Thursday 16 February 2017

that oceanic feeling

Last week, after over-writing myself into a state of intense boredom, annoyance and impatience with myself (at least I think that’s what happened), I read and reread that post about the evening I went with workmates to the MSO concert at the music bowl, along with some of the posts adjacent. The stuff that I thought was dishonest. I can sort of see how it must look to an observer – like a scene that doesn’t add up. Here on one hand, is me writing about feeling a kind of cruisey, lazy elation on that evening; on the other here I am snapping and snarling about being tired and cross and sad. Well, at this distance of a few days, I don’t think it’s as evasive and untrue as all that. I think I want to be happy, am primed to be happy, and when the opportunity presents itself, I do just fine at being very happy. But I’m on thinnish ice and a shortish fuse with lack of good rest and some private stuff going on, and being happy does seem to require a bit of an act of will to get things started. Nevertheless, it’s good when it happens, so good.


On rereading the bit about the music bowl evening and thinking about how I could have captured it better, I thought, I should have said it was like being on an ocean of people. Literally, figuratively, precisely, that’s how it felt. The hillside swells and undulates down into the bowl, and in the warm air, the massed humanity covering every visible surface seemed liquid, buoyant, rather than vegetative or carpetlike. A bit salty, ozonal, even.  The baby was so important: her tiny new body, her little round face only as big as the palm of my hand, in that pre-individual state where the self is not differentiated from the whole world.
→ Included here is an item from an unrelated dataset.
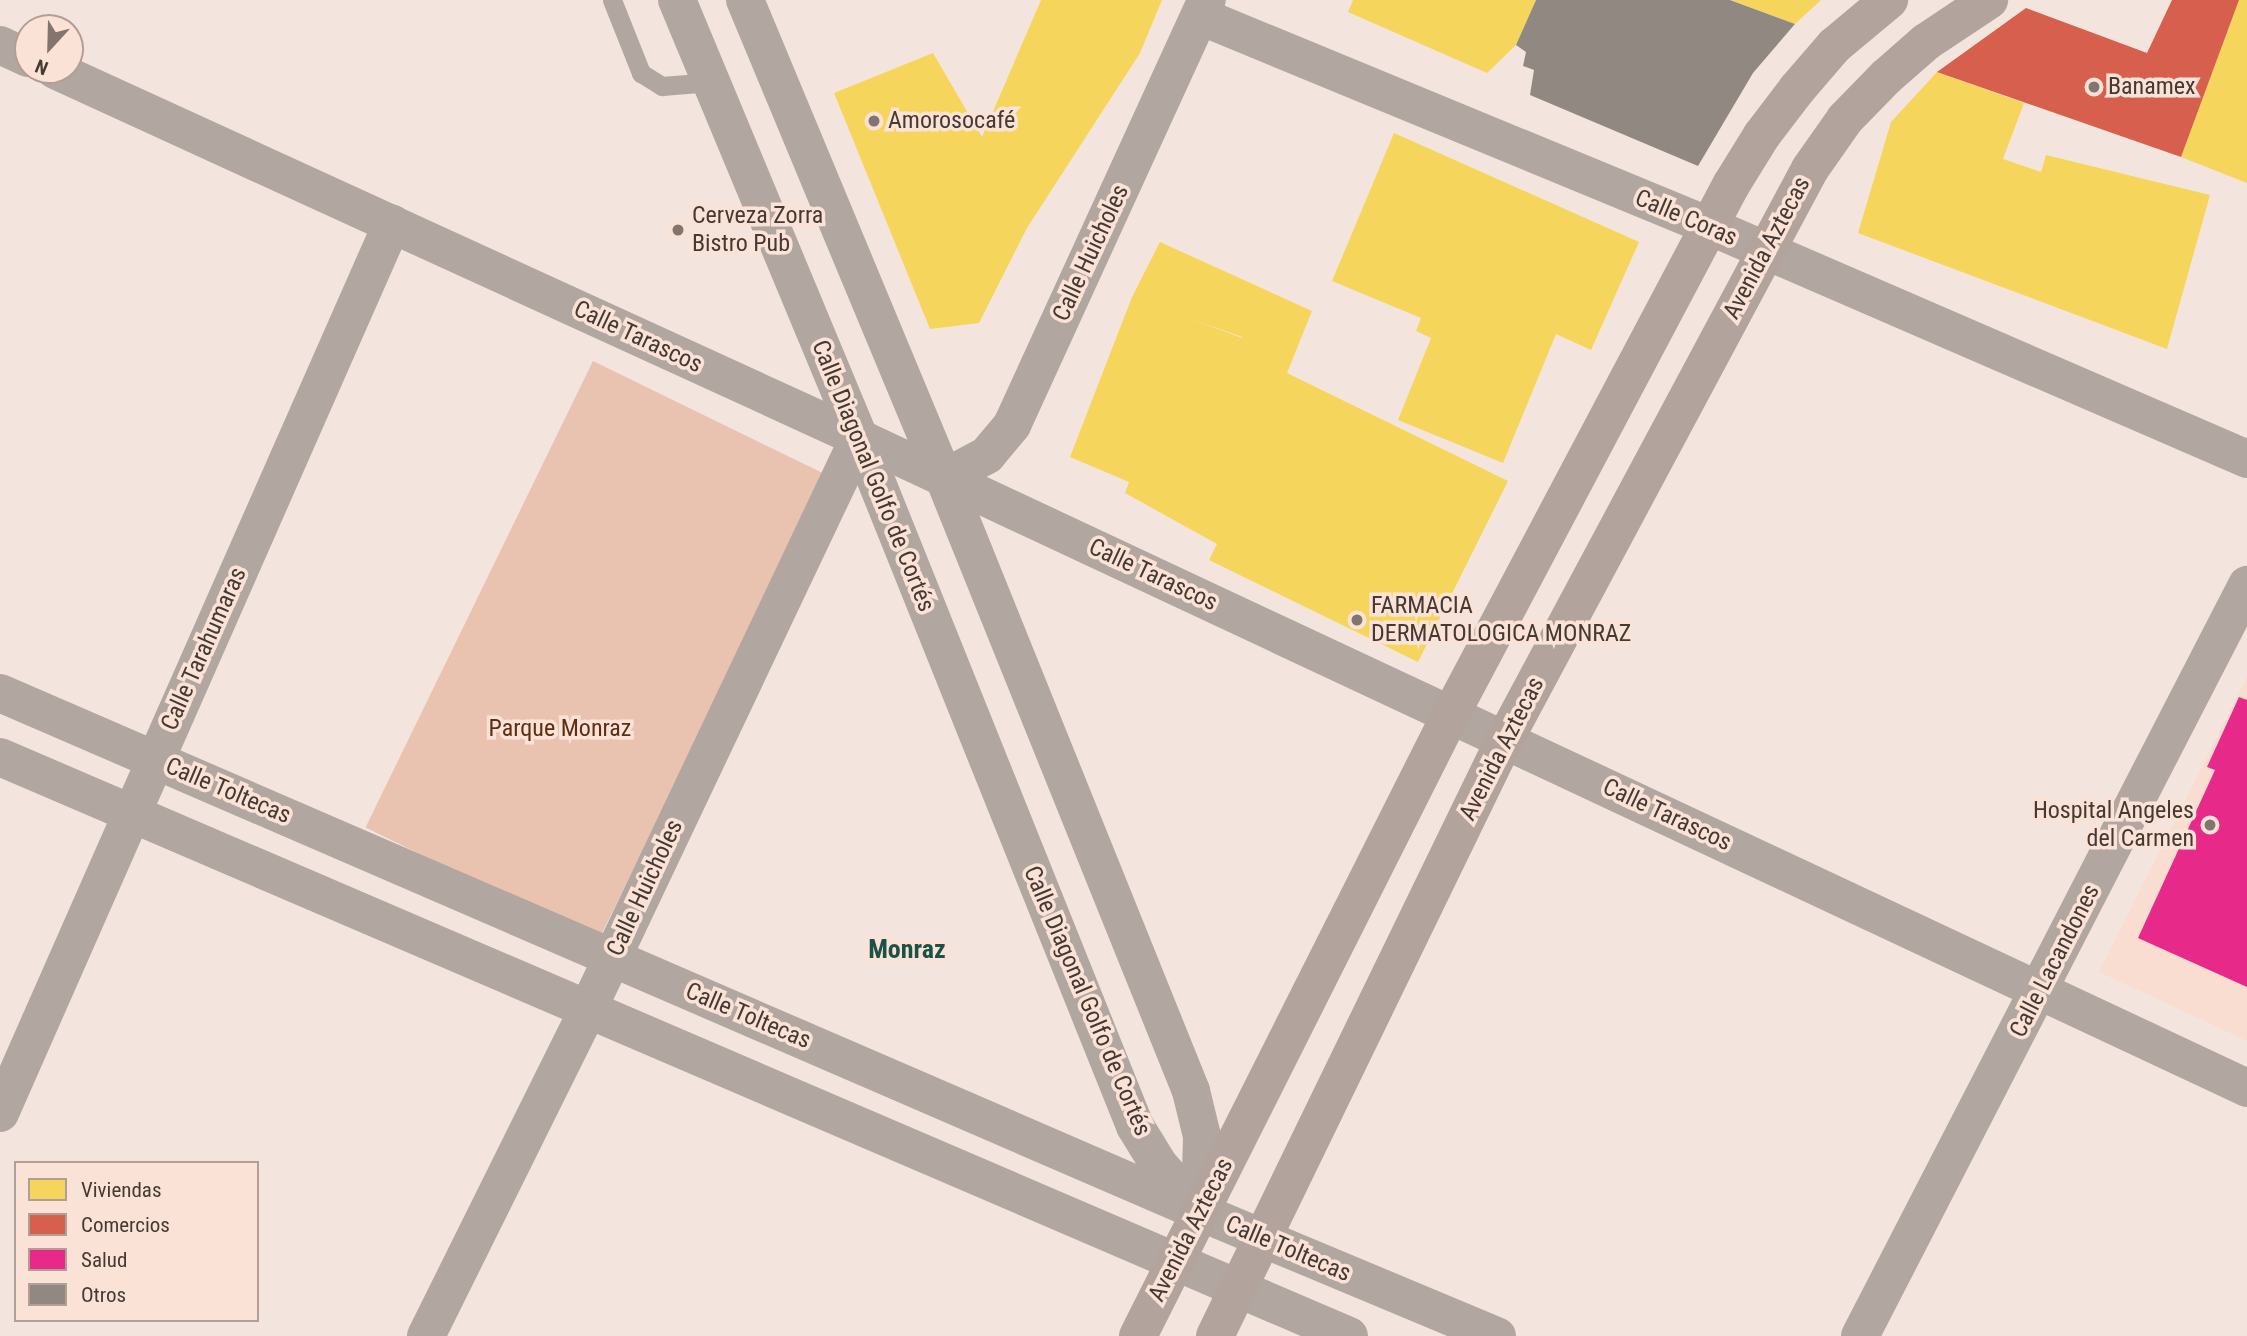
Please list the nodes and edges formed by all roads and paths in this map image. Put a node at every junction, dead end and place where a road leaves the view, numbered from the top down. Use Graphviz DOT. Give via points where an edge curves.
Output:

The oceanic feeling is the name Freud gave to a human experience which he linked with proto – religious states and, by implication at least, related cultural practices: wholeness through regressive loss of ego, basically. Religion is a joke as far as I’m concerned but other experiences sometimes grant access to a similar state. Sex can work; something about being in a crowd can do it, as I’ve been saying; but most frequently I find that it’s listening to music, and only listening to music in the complete solitude and privacy afforded by a closefitting pair of earbuds. I’m addicted to my headphones. Any time I’m by myself or quiet, I put them in. The music I listen to the most now doesn’t sound as good heard ambiently. It’s distant. Channeled straight into my ears it feels boundless, oceanic. A good few years ago now I wrote an essay about Francois Truffaut’s film of Fahrenheit 451, where among other unrealized ambitions I tried to articulate how the movie and the book differently deal with feared threats posed by modernity to the interiority of human beings. Truffaut thinks it’s about surfaces - spectacular narcissism - Ray Bradbury believed it was electronic sound. As I cruise around with my headphones in I think a lot about this very famous passage from the novel:


The little mosquito-delicate dancing hum in the air, the electrical murmur of a hidden wasp snug in its special pink warm nest. The music was almost loud enough so he could follow the tune.


Without turning on the light he imagined how this room would look. His wife stretched on the bed, uncovered and cold, like a body displayed on the lid of the tomb, her eyes fixed in the ceiling by invisible threads of steel, immovable. And in her ears the little Seashells, the thimble radios tamped tight, and an electronic ocean of sound, of music and talk and music and talk coming in, coming in on the shore of her unsleeping mind. The room was indeed empty. Every night the waves came in and bore her off on their great tides of sound, floating her, wide-eyed, toward morning. There had been no night in the last two years that Mildred had not swum that sea, had not gladly gone down in it for the third time.
I don't know about you but that all sounds kind of pleasant to me.


Anyway, I am not feeling so clogged up as I was last week.